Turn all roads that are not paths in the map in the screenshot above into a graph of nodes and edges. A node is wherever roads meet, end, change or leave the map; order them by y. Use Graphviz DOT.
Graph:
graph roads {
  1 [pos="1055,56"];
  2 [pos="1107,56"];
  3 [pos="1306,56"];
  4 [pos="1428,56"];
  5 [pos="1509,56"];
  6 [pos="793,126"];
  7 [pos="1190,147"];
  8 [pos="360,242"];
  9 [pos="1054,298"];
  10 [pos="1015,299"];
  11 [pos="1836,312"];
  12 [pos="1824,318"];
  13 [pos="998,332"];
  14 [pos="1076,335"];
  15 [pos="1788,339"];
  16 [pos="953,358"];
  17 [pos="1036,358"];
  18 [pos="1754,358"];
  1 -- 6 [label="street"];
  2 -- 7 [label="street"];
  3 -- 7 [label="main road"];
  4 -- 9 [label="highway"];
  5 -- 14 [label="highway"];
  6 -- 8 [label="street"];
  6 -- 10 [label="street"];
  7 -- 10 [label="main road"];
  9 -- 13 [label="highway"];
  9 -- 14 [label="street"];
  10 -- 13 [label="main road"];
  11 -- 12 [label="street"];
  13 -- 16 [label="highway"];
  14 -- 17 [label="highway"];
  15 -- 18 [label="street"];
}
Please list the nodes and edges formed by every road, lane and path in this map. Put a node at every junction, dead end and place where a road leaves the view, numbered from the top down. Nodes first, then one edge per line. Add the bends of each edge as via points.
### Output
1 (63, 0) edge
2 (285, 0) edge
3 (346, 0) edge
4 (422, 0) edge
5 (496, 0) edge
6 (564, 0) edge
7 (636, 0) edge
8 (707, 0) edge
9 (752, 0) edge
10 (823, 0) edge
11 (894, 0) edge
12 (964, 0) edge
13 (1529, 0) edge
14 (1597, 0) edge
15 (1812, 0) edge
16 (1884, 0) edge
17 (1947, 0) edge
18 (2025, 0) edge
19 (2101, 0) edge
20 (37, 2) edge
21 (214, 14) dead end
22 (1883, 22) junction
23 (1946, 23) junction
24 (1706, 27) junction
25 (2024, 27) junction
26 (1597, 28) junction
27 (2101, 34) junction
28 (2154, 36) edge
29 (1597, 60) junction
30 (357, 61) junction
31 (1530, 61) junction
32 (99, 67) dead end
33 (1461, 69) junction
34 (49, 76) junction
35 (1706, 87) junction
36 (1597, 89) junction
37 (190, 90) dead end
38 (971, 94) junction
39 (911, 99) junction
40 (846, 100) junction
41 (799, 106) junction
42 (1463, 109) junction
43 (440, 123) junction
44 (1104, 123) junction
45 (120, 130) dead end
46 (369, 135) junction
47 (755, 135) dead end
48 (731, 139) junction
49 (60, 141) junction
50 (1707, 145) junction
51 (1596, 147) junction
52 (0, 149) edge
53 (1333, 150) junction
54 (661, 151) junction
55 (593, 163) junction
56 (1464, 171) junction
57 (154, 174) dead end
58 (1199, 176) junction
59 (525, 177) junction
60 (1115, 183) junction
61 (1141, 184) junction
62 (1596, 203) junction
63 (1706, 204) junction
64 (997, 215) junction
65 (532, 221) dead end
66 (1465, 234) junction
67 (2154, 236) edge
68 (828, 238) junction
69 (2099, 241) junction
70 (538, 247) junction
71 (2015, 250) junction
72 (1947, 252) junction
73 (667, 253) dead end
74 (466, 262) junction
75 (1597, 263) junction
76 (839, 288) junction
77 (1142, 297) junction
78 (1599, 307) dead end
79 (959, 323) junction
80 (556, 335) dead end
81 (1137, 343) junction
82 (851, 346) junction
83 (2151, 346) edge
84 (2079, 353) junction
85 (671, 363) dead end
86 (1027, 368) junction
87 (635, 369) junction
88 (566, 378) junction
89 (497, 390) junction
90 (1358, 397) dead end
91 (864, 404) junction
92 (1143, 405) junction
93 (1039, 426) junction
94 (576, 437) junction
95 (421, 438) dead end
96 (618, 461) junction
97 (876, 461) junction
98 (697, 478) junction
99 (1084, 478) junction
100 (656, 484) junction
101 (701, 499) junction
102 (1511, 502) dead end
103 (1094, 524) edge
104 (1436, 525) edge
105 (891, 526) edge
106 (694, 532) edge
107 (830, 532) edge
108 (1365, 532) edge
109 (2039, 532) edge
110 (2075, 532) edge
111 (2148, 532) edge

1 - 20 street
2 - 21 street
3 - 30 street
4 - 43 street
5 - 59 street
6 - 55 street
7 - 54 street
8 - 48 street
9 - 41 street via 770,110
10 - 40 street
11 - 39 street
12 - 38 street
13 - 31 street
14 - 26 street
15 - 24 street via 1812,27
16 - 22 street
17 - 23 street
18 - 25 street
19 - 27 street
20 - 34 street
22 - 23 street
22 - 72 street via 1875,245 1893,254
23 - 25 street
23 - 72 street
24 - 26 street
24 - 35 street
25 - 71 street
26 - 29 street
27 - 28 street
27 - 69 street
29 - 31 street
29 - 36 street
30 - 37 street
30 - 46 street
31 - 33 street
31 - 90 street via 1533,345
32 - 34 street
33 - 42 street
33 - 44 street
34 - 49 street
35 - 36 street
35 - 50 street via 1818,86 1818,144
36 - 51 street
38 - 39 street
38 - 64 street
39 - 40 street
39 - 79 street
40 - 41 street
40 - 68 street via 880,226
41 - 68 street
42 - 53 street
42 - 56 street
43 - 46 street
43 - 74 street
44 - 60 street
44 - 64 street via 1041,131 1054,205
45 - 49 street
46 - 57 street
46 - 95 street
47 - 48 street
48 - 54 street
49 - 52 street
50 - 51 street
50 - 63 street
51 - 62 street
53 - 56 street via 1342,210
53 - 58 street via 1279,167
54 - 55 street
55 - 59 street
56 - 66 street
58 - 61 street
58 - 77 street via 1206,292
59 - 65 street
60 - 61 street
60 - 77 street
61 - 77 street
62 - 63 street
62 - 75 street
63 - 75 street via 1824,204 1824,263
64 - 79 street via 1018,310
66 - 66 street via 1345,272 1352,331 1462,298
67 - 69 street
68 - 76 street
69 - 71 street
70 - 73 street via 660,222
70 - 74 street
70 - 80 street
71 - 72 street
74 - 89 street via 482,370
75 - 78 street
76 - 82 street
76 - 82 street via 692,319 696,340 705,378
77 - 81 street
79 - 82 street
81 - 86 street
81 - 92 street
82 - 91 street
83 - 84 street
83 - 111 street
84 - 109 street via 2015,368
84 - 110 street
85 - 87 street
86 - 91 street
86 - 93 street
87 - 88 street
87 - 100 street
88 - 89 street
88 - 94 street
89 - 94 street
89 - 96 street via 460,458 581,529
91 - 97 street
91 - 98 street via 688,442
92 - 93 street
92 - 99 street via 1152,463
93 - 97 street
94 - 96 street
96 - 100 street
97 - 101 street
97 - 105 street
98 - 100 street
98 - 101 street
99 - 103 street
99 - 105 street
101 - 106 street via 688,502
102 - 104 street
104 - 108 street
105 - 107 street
· · · ·
Return the full material exactly.

Turn all roads that are not paths in the map in the screenshot above into a graph of nodes and edges. A node is wherever roads meet, end, change or leave the map; order them by y. Use Graphviz DOT.
Graph:
graph roads {
  1 [pos="1055,56"];
  2 [pos="1107,56"];
  3 [pos="1306,56"];
  4 [pos="1428,56"];
  5 [pos="1509,56"];
  6 [pos="793,126"];
  7 [pos="1190,147"];
  8 [pos="360,242"];
  9 [pos="1054,298"];
  10 [pos="1015,299"];
  11 [pos="1836,312"];
  12 [pos="1824,318"];
  13 [pos="998,332"];
  14 [pos="1076,335"];
  15 [pos="1788,339"];
  16 [pos="953,358"];
  17 [pos="1036,358"];
  18 [pos="1754,358"];
  1 -- 6 [label="street"];
  2 -- 7 [label="street"];
  3 -- 7 [label="main road"];
  4 -- 9 [label="highway"];
  5 -- 14 [label="highway"];
  6 -- 8 [label="street"];
  6 -- 10 [label="street"];
  7 -- 10 [label="main road"];
  9 -- 13 [label="highway"];
  9 -- 14 [label="street"];
  10 -- 13 [label="main road"];
  11 -- 12 [label="street"];
  13 -- 16 [label="highway"];
  14 -- 17 [label="highway"];
  15 -- 18 [label="street"];
}
Please list the nodes and edges formed by every road, lane and path in this map. Put a node at every junction, dead end and place where a road leaves the view, numbered from the top down. Nodes first, then one edge per line. Add the bends of each edge as via points.
### Output
1 (63, 0) edge
2 (285, 0) edge
3 (346, 0) edge
4 (422, 0) edge
5 (496, 0) edge
6 (564, 0) edge
7 (636, 0) edge
8 (707, 0) edge
9 (752, 0) edge
10 (823, 0) edge
11 (894, 0) edge
12 (964, 0) edge
13 (1529, 0) edge
14 (1597, 0) edge
15 (1812, 0) edge
16 (1884, 0) edge
17 (1947, 0) edge
18 (2025, 0) edge
19 (2101, 0) edge
20 (37, 2) edge
21 (214, 14) dead end
22 (1883, 22) junction
23 (1946, 23) junction
24 (1706, 27) junction
25 (2024, 27) junction
26 (1597, 28) junction
27 (2101, 34) junction
28 (2154, 36) edge
29 (1597, 60) junction
30 (357, 61) junction
31 (1530, 61) junction
32 (99, 67) dead end
33 (1461, 69) junction
34 (49, 76) junction
35 (1706, 87) junction
36 (1597, 89) junction
37 (190, 90) dead end
38 (971, 94) junction
39 (911, 99) junction
40 (846, 100) junction
41 (799, 106) junction
42 (1463, 109) junction
43 (440, 123) junction
44 (1104, 123) junction
45 (120, 130) dead end
46 (369, 135) junction
47 (755, 135) dead end
48 (731, 139) junction
49 (60, 141) junction
50 (1707, 145) junction
51 (1596, 147) junction
52 (0, 149) edge
53 (1333, 150) junction
54 (661, 151) junction
55 (593, 163) junction
56 (1464, 171) junction
57 (154, 174) dead end
58 (1199, 176) junction
59 (525, 177) junction
60 (1115, 183) junction
61 (1141, 184) junction
62 (1596, 203) junction
63 (1706, 204) junction
64 (997, 215) junction
65 (532, 221) dead end
66 (1465, 234) junction
67 (2154, 236) edge
68 (828, 238) junction
69 (2099, 241) junction
70 (538, 247) junction
71 (2015, 250) junction
72 (1947, 252) junction
73 (667, 253) dead end
74 (466, 262) junction
75 (1597, 263) junction
76 (839, 288) junction
77 (1142, 297) junction
78 (1599, 307) dead end
79 (959, 323) junction
80 (556, 335) dead end
81 (1137, 343) junction
82 (851, 346) junction
83 (2151, 346) edge
84 (2079, 353) junction
85 (671, 363) dead end
86 (1027, 368) junction
87 (635, 369) junction
88 (566, 378) junction
89 (497, 390) junction
90 (1358, 397) dead end
91 (864, 404) junction
92 (1143, 405) junction
93 (1039, 426) junction
94 (576, 437) junction
95 (421, 438) dead end
96 (618, 461) junction
97 (876, 461) junction
98 (697, 478) junction
99 (1084, 478) junction
100 (656, 484) junction
101 (701, 499) junction
102 (1511, 502) dead end
103 (1094, 524) edge
104 (1436, 525) edge
105 (891, 526) edge
106 (694, 532) edge
107 (830, 532) edge
108 (1365, 532) edge
109 (2039, 532) edge
110 (2075, 532) edge
111 (2148, 532) edge

1 - 20 street
2 - 21 street
3 - 30 street
4 - 43 street
5 - 59 street
6 - 55 street
7 - 54 street
8 - 48 street
9 - 41 street via 770,110
10 - 40 street
11 - 39 street
12 - 38 street
13 - 31 street
14 - 26 street
15 - 24 street via 1812,27
16 - 22 street
17 - 23 street
18 - 25 street
19 - 27 street
20 - 34 street
22 - 23 street
22 - 72 street via 1875,245 1893,254
23 - 25 street
23 - 72 street
24 - 26 street
24 - 35 street
25 - 71 street
26 - 29 street
27 - 28 street
27 - 69 street
29 - 31 street
29 - 36 street
30 - 37 street
30 - 46 street
31 - 33 street
31 - 90 street via 1533,345
32 - 34 street
33 - 42 street
33 - 44 street
34 - 49 street
35 - 36 street
35 - 50 street via 1818,86 1818,144
36 - 51 street
38 - 39 street
38 - 64 street
39 - 40 street
39 - 79 street
40 - 41 street
40 - 68 street via 880,226
41 - 68 street
42 - 53 street
42 - 56 street
43 - 46 street
43 - 74 street
44 - 60 street
44 - 64 street via 1041,131 1054,205
45 - 49 street
46 - 57 street
46 - 95 street
47 - 48 street
48 - 54 street
49 - 52 street
50 - 51 street
50 - 63 street
51 - 62 street
53 - 56 street via 1342,210
53 - 58 street via 1279,167
54 - 55 street
55 - 59 street
56 - 66 street
58 - 61 street
58 - 77 street via 1206,292
59 - 65 street
60 - 61 street
60 - 77 street
61 - 77 street
62 - 63 street
62 - 75 street
63 - 75 street via 1824,204 1824,263
64 - 79 street via 1018,310
66 - 66 street via 1345,272 1352,331 1462,298
67 - 69 street
68 - 76 street
69 - 71 street
70 - 73 street via 660,222
70 - 74 street
70 - 80 street
71 - 72 street
74 - 89 street via 482,370
75 - 78 street
76 - 82 street
76 - 82 street via 692,319 696,340 705,378
77 - 81 street
79 - 82 street
81 - 86 street
81 - 92 street
82 - 91 street
83 - 84 street
83 - 111 street
84 - 109 street via 2015,368
84 - 110 street
85 - 87 street
86 - 91 street
86 - 93 street
87 - 88 street
87 - 100 street
88 - 89 street
88 - 94 street
89 - 94 street
89 - 96 street via 460,458 581,529
91 - 97 street
91 - 98 street via 688,442
92 - 93 street
92 - 99 street via 1152,463
93 - 97 street
94 - 96 street
96 - 100 street
97 - 101 street
97 - 105 street
98 - 100 street
98 - 101 street
99 - 103 street
99 - 105 street
101 - 106 street via 688,502
102 - 104 street
104 - 108 street
105 - 107 street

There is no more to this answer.